BEGIN INFORMATION SUPPLIED

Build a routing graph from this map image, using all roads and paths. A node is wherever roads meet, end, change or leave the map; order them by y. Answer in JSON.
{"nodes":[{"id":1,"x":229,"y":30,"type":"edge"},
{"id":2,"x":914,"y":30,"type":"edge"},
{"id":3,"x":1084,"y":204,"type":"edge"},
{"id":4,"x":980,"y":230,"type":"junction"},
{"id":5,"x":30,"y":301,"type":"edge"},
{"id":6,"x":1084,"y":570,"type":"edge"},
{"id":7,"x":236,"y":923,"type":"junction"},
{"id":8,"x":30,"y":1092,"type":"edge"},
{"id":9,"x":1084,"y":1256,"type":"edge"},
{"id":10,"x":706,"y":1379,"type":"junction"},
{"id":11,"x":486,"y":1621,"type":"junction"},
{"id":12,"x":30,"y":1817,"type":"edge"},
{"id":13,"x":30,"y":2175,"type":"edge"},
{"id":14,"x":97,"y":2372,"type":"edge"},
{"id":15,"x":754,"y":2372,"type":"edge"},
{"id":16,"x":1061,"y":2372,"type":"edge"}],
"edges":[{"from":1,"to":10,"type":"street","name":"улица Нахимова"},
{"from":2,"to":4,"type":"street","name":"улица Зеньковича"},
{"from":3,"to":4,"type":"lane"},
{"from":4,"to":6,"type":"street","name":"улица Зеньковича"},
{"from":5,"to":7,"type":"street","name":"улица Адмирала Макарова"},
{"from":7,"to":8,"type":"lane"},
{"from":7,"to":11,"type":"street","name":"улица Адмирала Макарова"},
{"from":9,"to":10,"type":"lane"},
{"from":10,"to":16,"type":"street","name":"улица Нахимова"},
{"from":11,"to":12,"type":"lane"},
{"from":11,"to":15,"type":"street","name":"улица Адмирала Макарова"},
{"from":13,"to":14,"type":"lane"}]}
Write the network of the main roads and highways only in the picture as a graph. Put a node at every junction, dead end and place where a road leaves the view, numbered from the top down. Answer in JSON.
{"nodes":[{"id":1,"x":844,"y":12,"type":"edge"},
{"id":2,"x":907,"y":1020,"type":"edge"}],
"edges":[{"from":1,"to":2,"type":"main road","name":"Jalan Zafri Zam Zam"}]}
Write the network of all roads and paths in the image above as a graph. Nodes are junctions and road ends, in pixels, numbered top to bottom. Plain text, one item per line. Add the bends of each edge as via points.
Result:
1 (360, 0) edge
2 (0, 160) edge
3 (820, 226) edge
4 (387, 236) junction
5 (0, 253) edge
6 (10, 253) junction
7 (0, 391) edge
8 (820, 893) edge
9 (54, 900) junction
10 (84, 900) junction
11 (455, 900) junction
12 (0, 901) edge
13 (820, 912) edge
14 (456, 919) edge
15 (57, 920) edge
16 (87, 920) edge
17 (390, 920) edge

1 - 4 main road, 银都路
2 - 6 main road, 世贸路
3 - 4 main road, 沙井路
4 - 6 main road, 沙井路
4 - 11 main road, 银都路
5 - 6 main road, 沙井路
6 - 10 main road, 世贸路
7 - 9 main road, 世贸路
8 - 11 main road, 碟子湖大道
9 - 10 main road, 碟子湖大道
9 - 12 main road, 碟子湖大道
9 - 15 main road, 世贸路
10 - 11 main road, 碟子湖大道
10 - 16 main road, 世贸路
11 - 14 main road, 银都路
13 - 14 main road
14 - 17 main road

END INFORMATION SUPPLIED

PROBLEM TO SOLVE: Nothing is to be left out: set down all the records again exactly.

YOUR SOLUTION:
Build a routing graph from this map image, using all roads and paths. A node is wherever roads meet, end, change or leave the map; order them by y. Answer in JSON.
{"nodes":[{"id":1,"x":229,"y":30,"type":"edge"},
{"id":2,"x":914,"y":30,"type":"edge"},
{"id":3,"x":1084,"y":204,"type":"edge"},
{"id":4,"x":980,"y":230,"type":"junction"},
{"id":5,"x":30,"y":301,"type":"edge"},
{"id":6,"x":1084,"y":570,"type":"edge"},
{"id":7,"x":236,"y":923,"type":"junction"},
{"id":8,"x":30,"y":1092,"type":"edge"},
{"id":9,"x":1084,"y":1256,"type":"edge"},
{"id":10,"x":706,"y":1379,"type":"junction"},
{"id":11,"x":486,"y":1621,"type":"junction"},
{"id":12,"x":30,"y":1817,"type":"edge"},
{"id":13,"x":30,"y":2175,"type":"edge"},
{"id":14,"x":97,"y":2372,"type":"edge"},
{"id":15,"x":754,"y":2372,"type":"edge"},
{"id":16,"x":1061,"y":2372,"type":"edge"}],
"edges":[{"from":1,"to":10,"type":"street","name":"улица Нахимова"},
{"from":2,"to":4,"type":"street","name":"улица Зеньковича"},
{"from":3,"to":4,"type":"lane"},
{"from":4,"to":6,"type":"street","name":"улица Зеньковича"},
{"from":5,"to":7,"type":"street","name":"улица Адмирала Макарова"},
{"from":7,"to":8,"type":"lane"},
{"from":7,"to":11,"type":"street","name":"улица Адмирала Макарова"},
{"from":9,"to":10,"type":"lane"},
{"from":10,"to":16,"type":"street","name":"улица Нахимова"},
{"from":11,"to":12,"type":"lane"},
{"from":11,"to":15,"type":"street","name":"улица Адмирала Макарова"},
{"from":13,"to":14,"type":"lane"}]}
Write the network of the main roads and highways only in the picture as a graph. Put a node at every junction, dead end and place where a road leaves the view, numbered from the top down. Answer in JSON.
{"nodes":[{"id":1,"x":844,"y":12,"type":"edge"},
{"id":2,"x":907,"y":1020,"type":"edge"}],
"edges":[{"from":1,"to":2,"type":"main road","name":"Jalan Zafri Zam Zam"}]}
Write the network of all roads and paths in the image above as a graph. Nodes are junctions and road ends, in pixels, numbered top to bottom. Plain text, one item per line. Add the bends of each edge as via points.
Result:
1 (360, 0) edge
2 (0, 160) edge
3 (820, 226) edge
4 (387, 236) junction
5 (0, 253) edge
6 (10, 253) junction
7 (0, 391) edge
8 (820, 893) edge
9 (54, 900) junction
10 (84, 900) junction
11 (455, 900) junction
12 (0, 901) edge
13 (820, 912) edge
14 (456, 919) edge
15 (57, 920) edge
16 (87, 920) edge
17 (390, 920) edge

1 - 4 main road, 银都路
2 - 6 main road, 世贸路
3 - 4 main road, 沙井路
4 - 6 main road, 沙井路
4 - 11 main road, 银都路
5 - 6 main road, 沙井路
6 - 10 main road, 世贸路
7 - 9 main road, 世贸路
8 - 11 main road, 碟子湖大道
9 - 10 main road, 碟子湖大道
9 - 12 main road, 碟子湖大道
9 - 15 main road, 世贸路
10 - 11 main road, 碟子湖大道
10 - 16 main road, 世贸路
11 - 14 main road, 银都路
13 - 14 main road
14 - 17 main road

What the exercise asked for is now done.